In December 2018, there were 880 of these regional centers (largely run by U.S. citizens), but by February of this year that number had fallen to 673, a drop of almost 25 percent in less than two and a half years. The Trump administration, which had mixed views of the program, used to report the new number of these centers about once every three months. (The Kushner family used the program extensively in their real estate ventures, but Sen. Chuck Grassley (R-Iowa), called for serious reforms in EB-5.)
Now, getting back to how an agency can fudge numbers without actually lying, we have the continuing question of how many EB-5 centers currently exist. How fast, in other words, is the program dying?
If you google the question, you get the government’s response of 673 regional centers as of January 7, 2021, as opposed to 544 of them that have gone out of business (as of February 2, 2021), that’s a pretty impressive death rate.
But since, January, silence as to the numbers.
One way that an agency can fudge numbers is to not report them at all, which is what we are seeing from DHS.

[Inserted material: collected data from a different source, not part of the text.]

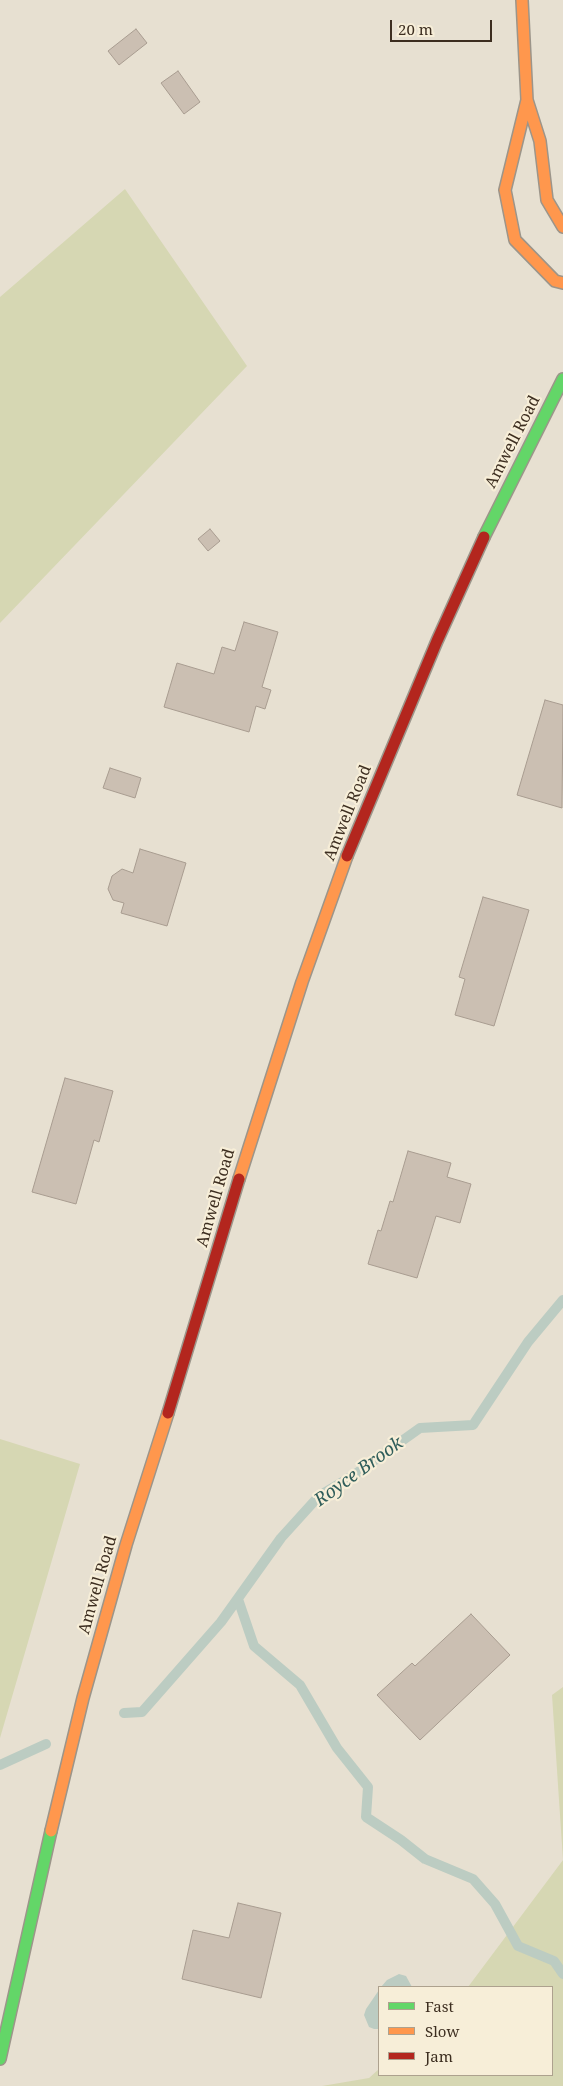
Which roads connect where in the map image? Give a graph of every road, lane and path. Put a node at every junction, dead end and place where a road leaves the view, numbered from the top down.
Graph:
1 (522, 0) edge
2 (527, 100) junction
3 (540, 142) junction
4 (553, 162) dead end
5 (563, 227) edge
6 (563, 283) edge
7 (563, 379) edge
8 (0, 2059) edge

1 - 2 main road
2 - 3 main road
2 - 6 main road
3 - 4 main road
3 - 5 main road
7 - 8 main road, Amwell Road

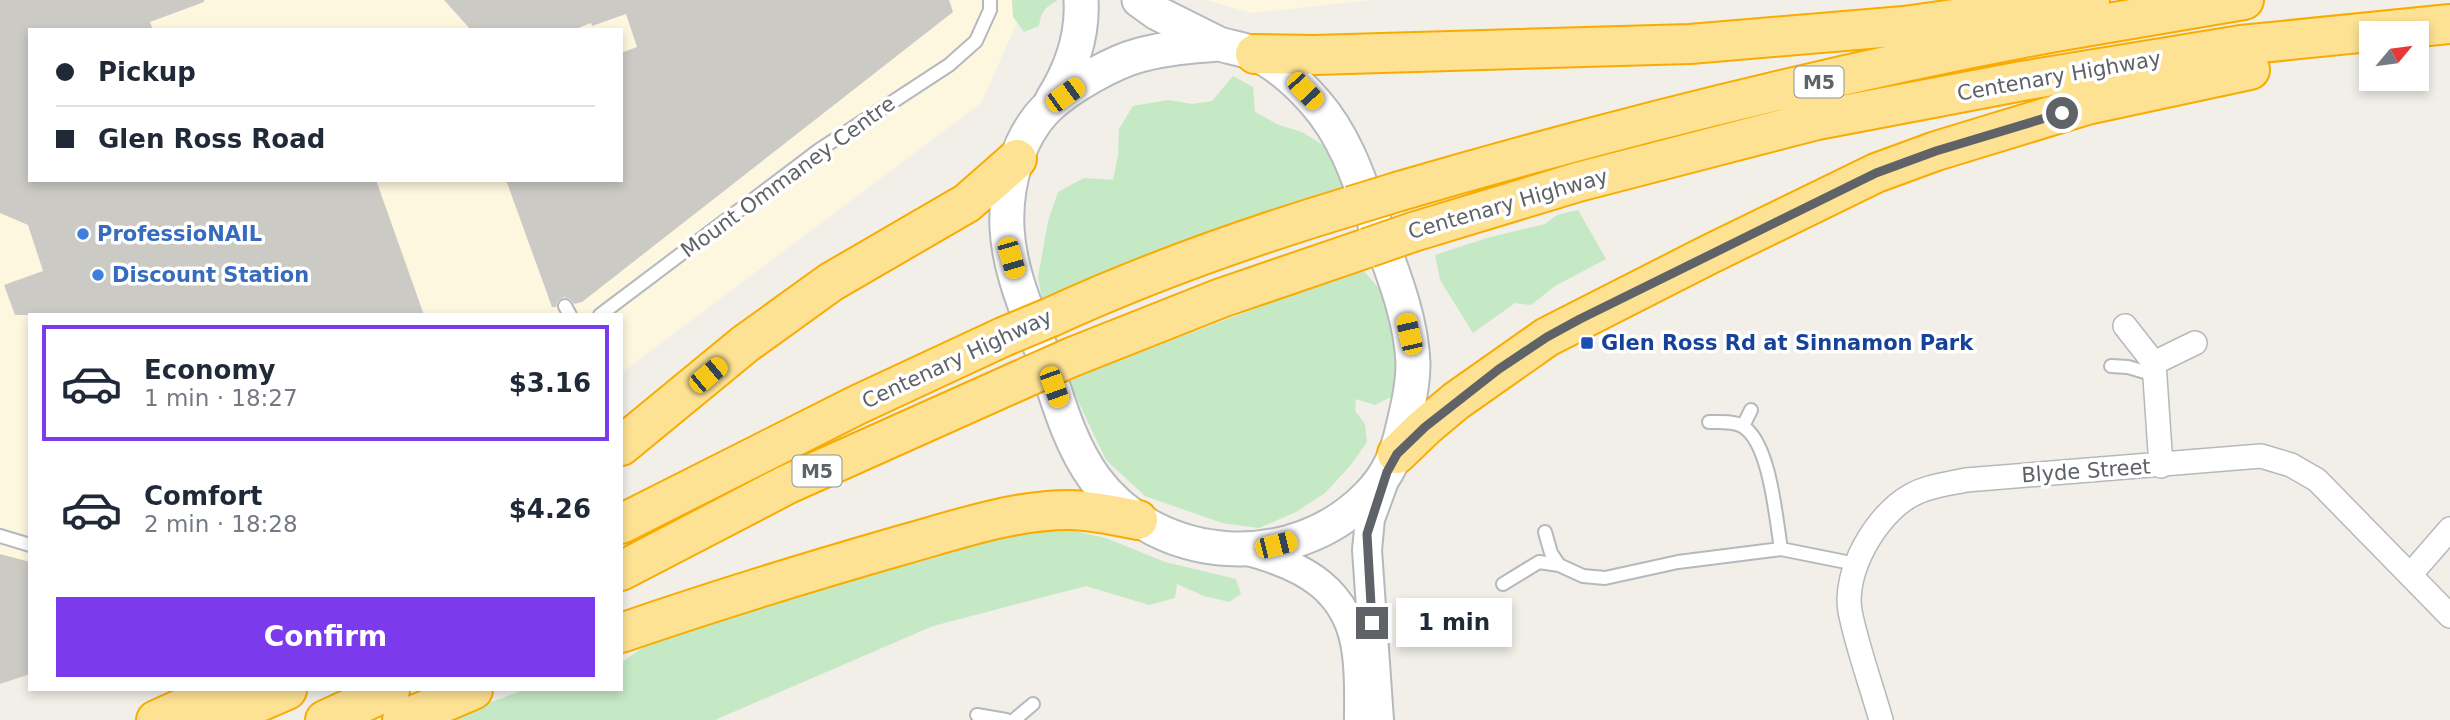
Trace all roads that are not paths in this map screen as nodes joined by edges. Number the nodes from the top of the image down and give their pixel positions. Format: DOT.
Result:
graph roads {
  1 [pos="990,0"];
  2 [pos="1081,0"];
  3 [pos="1139,0"];
  4 [pos="2090,0"];
  5 [pos="2244,0"];
  6 [pos="2450,24"];
  7 [pos="2305,39"];
  8 [pos="1219,44"];
  9 [pos="1255,54"];
  10 [pos="1047,108"];
  11 [pos="1017,159"];
  12 [pos="603,313"];
  13 [pos="2125,326"];
  14 [pos="2195,342"];
  15 [pos="2111,366"];
  16 [pos="2154,369"];
  17 [pos="1751,410"];
  18 [pos="1709,422"];
  19 [pos="1743,426"];
  20 [pos="623,444"];
  21 [pos="1392,463"];
  22 [pos="2161,466"];
  23 [pos="1138,520"];
  24 [pos="623,523"];
  25 [pos="2450,529"];
  26 [pos="1545,532"];
  27 [pos="0,536"];
  28 [pos="28,544"];
  29 [pos="1781,549"];
  30 [pos="1244,550"];
  31 [pos="1856,564"];
  32 [pos="1559,565"];
  33 [pos="623,570"];
  34 [pos="2410,575"];
  35 [pos="1503,584"];
  36 [pos="2450,616"];
  37 [pos="623,632"];
  38 [pos="220,691"];
  39 [pos="285,691"];
  40 [pos="388,691"];
  41 [pos="471,691"];
  42 [pos="1032,704"];
  43 [pos="977,715"];
  44 [pos="156,720"];
  45 [pos="218,720"];
  46 [pos="326,720"];
  47 [pos="402,720"];
  48 [pos="1006,720"];
  49 [pos="1014,720"];
  50 [pos="1359,720"];
  51 [pos="1379,720"];
  52 [pos="1881,720"];
  1 -- 12 [label="lane, Mount Ommaney Centre"];
  2 -- 10 [label="main road"];
  3 -- 8 [label="main road"];
  4 -- 9 [label="highway"];
  5 -- 24 [label="highway, Centenary Highway / M5, bridge"];
  6 -- 7 [label="highway, Centenary Highway / M5"];
  7 -- 21 [label="highway"];
  7 -- 33 [label="highway, Centenary Highway / M5, bridge"];
  8 -- 9 [label="main road"];
  8 -- 10 [label="main road"];
  9 -- 21 [label="main road"];
  10 -- 11 [label="main road"];
  11 -- 20 [label="highway"];
  11 -- 23 [label="main road"];
  13 -- 16 [label="street"];
  14 -- 16 [label="street"];
  15 -- 16 [label="lane"];
  16 -- 22 [label="street"];
  17 -- 19 [label="lane"];
  18 -- 19 [label="lane"];
  19 -- 29 [label="lane"];
  21 -- 30 [label="main road"];
  21 -- 51 [label="street"];
  22 -- 31 [label="street, Blyde Street"];
  22 -- 34 [label="street, Blyde Street"];
  23 -- 30 [label="main road"];
  23 -- 37 [label="highway"];
  25 -- 34 [label="street"];
  26 -- 32 [label="lane"];
  27 -- 28 [label="lane"];
  29 -- 31 [label="lane"];
  29 -- 32 [label="lane"];
  30 -- 50 [label="street"];
  31 -- 52 [label="street, Blyde Street"];
  32 -- 35 [label="lane"];
  34 -- 36 [label="street, Blyde Street"];
  38 -- 44 [label="highway"];
  39 -- 45 [label="highway"];
  40 -- 46 [label="highway"];
  41 -- 47 [label="highway"];
  42 -- 49 [label="lane"];
  43 -- 48 [label="lane"];
}
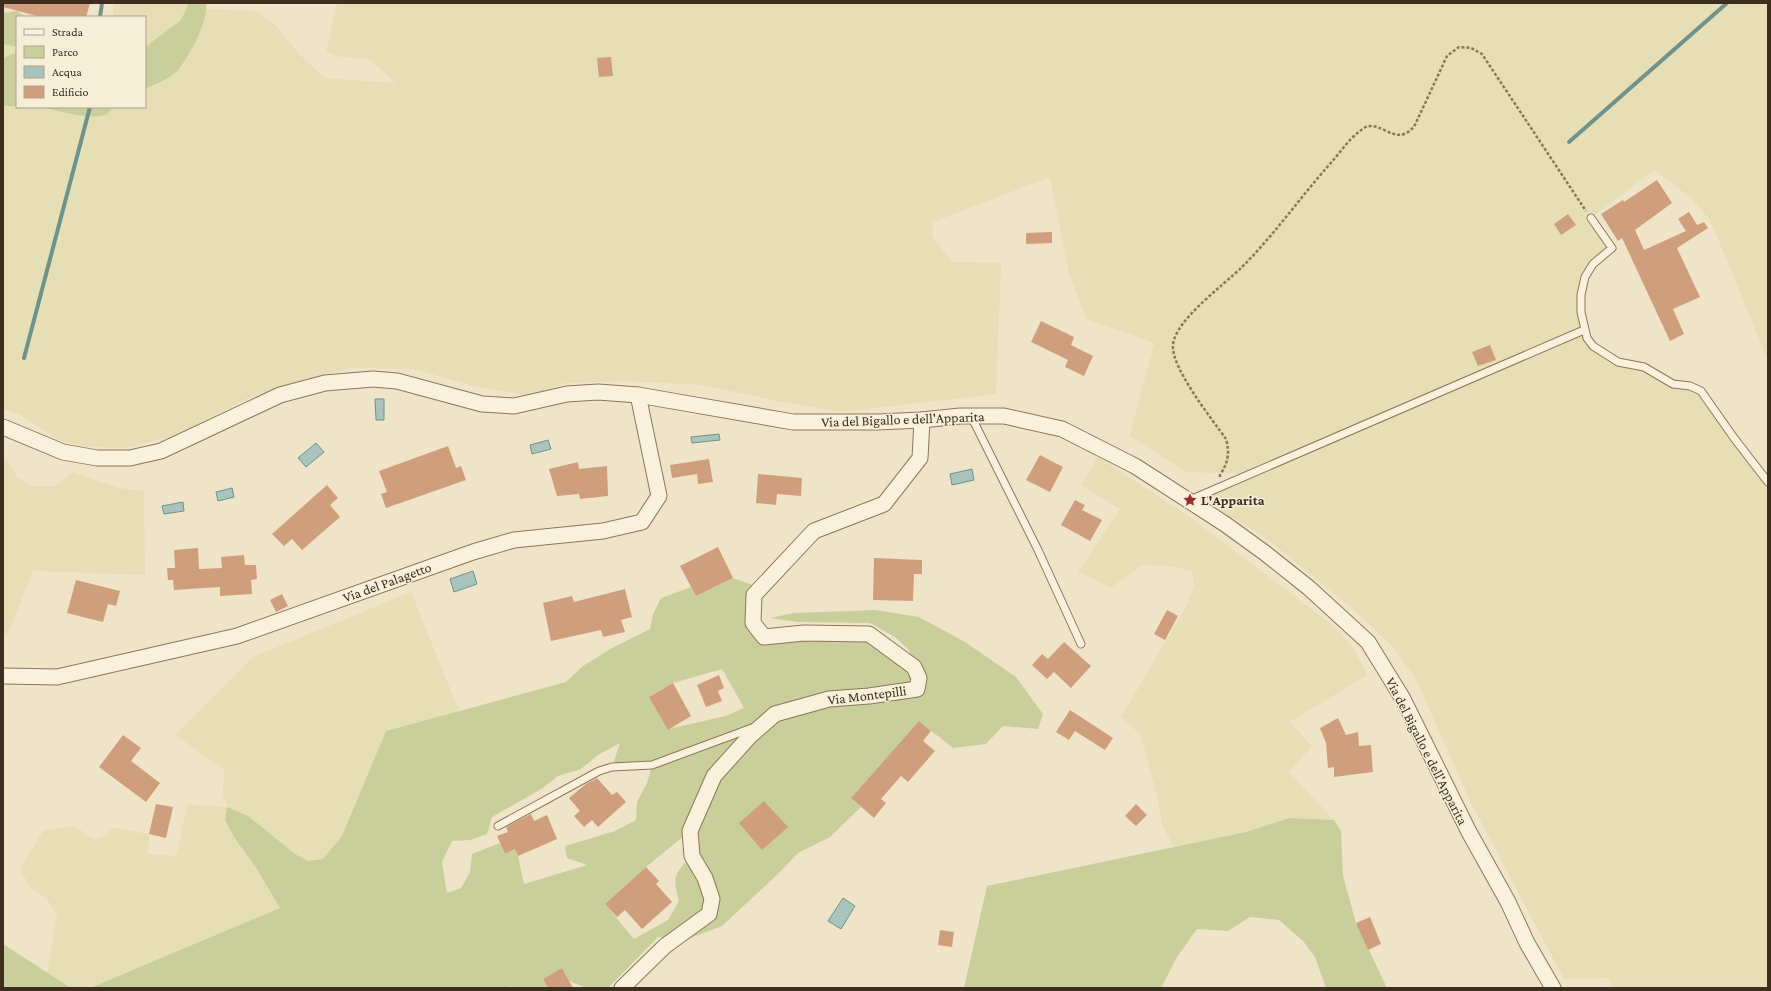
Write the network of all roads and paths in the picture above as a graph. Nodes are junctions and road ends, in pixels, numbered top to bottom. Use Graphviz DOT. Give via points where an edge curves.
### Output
graph roads {
  1 [pos="1591,218"];
  2 [pos="1584,330"];
  3 [pos="638,395"];
  4 [pos="971,416"];
  5 [pos="922,420"];
  6 [pos="3,427"];
  7 [pos="1768,482"];
  8 [pos="1226,485"];
  9 [pos="1190,500"];
  10 [pos="1081,644"];
  11 [pos="3,676"];
  12 [pos="763,724"];
  13 [pos="498,826"];
  14 [pos="622,988"];
  15 [pos="1553,988"];
  1 -- 2 [label="lane" via="1612,248 1593,264 1585,277 1581,295"];
  1 -- 8 [label="path" via="1482,54 1471,48 1459,47 1447,56 1414,127 1404,134 1399,134 1366,126 1354,135 1313,182 1282,224 1183,322 1173,345 1174,355 1179,368 1226,439 1229,450 1220,475"];
  2 -- 7 [label="lane" via="1593,346 1618,362 1644,367 1673,384 1690,386 1701,391"];
  2 -- 8 [label="lane"];
  3 -- 5 [label="street, Via del Bigallo e dell'Apparita" via="793,422"];
  3 -- 6 [label="street, Via del Bigallo e dell'Apparita" via="598,392 567,394 514,406 482,404 397,381 373,379 325,383 280,395 161,450 130,458 96,458 63,452"];
  3 -- 11 [label="street, Via del Palagetto" via="659,496 642,522 602,531 514,540 237,636 57,677"];
  4 -- 5 [label="street, Via del Bigallo e dell'Apparita"];
  4 -- 9 [label="street, Via del Bigallo e dell'Apparita" via="1004,416 1062,429 1135,466"];
  4 -- 10 [label="lane" via="1038,550"];
  5 -- 12 [label="street, Via Montepilli" via="920,458 884,504 814,531 754,595 753,623 764,637 804,633 869,634 914,667 919,678 917,689 830,699 775,714"];
  8 -- 9 [label="lane"];
  9 -- 15 [label="street, Via del Bigallo e dell'Apparita" via="1309,588 1368,642 1403,699 1468,832"];
  12 -- 13 [label="lane" via="652,765 612,766 599,771"];
  12 -- 14 [label="street, Via Montepilli" via="714,776 690,831 692,856 705,878 712,899 709,914 666,946"];
}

Another way of obscuring the numbers is by way of a definition. A current listing of all of the regional centers can be seen here, but there’s a catch. This is a state-by-state listing that covers 997 entities, but because many regional centers operate in more than one state the list is inflated. CIS intern Adam Morys helped me by eliminating the double and multiple listings, and there are 637 of them left.
That’s a decline of 36 from the January 7 figure shown above, or the loss of about one center every five days. That speaks unfavorably of the whole EB-5 program.
But the Biden administration won’t tell you that.